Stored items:
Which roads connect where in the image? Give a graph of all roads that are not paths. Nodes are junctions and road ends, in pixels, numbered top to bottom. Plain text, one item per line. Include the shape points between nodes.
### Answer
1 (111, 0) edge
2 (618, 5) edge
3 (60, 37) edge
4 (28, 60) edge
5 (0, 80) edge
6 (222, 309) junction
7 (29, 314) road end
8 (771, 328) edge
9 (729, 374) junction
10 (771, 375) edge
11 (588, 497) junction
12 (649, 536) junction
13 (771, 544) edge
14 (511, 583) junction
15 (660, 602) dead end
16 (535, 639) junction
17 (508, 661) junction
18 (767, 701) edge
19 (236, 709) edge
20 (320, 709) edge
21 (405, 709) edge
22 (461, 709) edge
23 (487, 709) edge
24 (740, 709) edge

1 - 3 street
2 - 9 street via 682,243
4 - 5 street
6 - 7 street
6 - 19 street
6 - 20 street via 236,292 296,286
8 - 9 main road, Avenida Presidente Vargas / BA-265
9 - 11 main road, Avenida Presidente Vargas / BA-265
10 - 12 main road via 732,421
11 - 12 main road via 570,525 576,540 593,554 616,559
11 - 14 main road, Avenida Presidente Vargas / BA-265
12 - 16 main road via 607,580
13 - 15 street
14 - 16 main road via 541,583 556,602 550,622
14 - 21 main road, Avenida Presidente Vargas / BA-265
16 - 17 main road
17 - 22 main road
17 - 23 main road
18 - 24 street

• **WHAT YOU SHOULD DO**
Each entry above needs to be retyped exactly.

• **SOLUTION TO THIS EXERCISE**
Which roads connect where in the image? Give a graph of all roads that are not paths. Nodes are junctions and road ends, in pixels, numbered top to bottom. Plain text, one item per line. Include the shape points between nodes.
### Answer
1 (111, 0) edge
2 (618, 5) edge
3 (60, 37) edge
4 (28, 60) edge
5 (0, 80) edge
6 (222, 309) junction
7 (29, 314) road end
8 (771, 328) edge
9 (729, 374) junction
10 (771, 375) edge
11 (588, 497) junction
12 (649, 536) junction
13 (771, 544) edge
14 (511, 583) junction
15 (660, 602) dead end
16 (535, 639) junction
17 (508, 661) junction
18 (767, 701) edge
19 (236, 709) edge
20 (320, 709) edge
21 (405, 709) edge
22 (461, 709) edge
23 (487, 709) edge
24 (740, 709) edge

1 - 3 street
2 - 9 street via 682,243
4 - 5 street
6 - 7 street
6 - 19 street
6 - 20 street via 236,292 296,286
8 - 9 main road, Avenida Presidente Vargas / BA-265
9 - 11 main road, Avenida Presidente Vargas / BA-265
10 - 12 main road via 732,421
11 - 12 main road via 570,525 576,540 593,554 616,559
11 - 14 main road, Avenida Presidente Vargas / BA-265
12 - 16 main road via 607,580
13 - 15 street
14 - 16 main road via 541,583 556,602 550,622
14 - 21 main road, Avenida Presidente Vargas / BA-265
16 - 17 main road
17 - 22 main road
17 - 23 main road
18 - 24 street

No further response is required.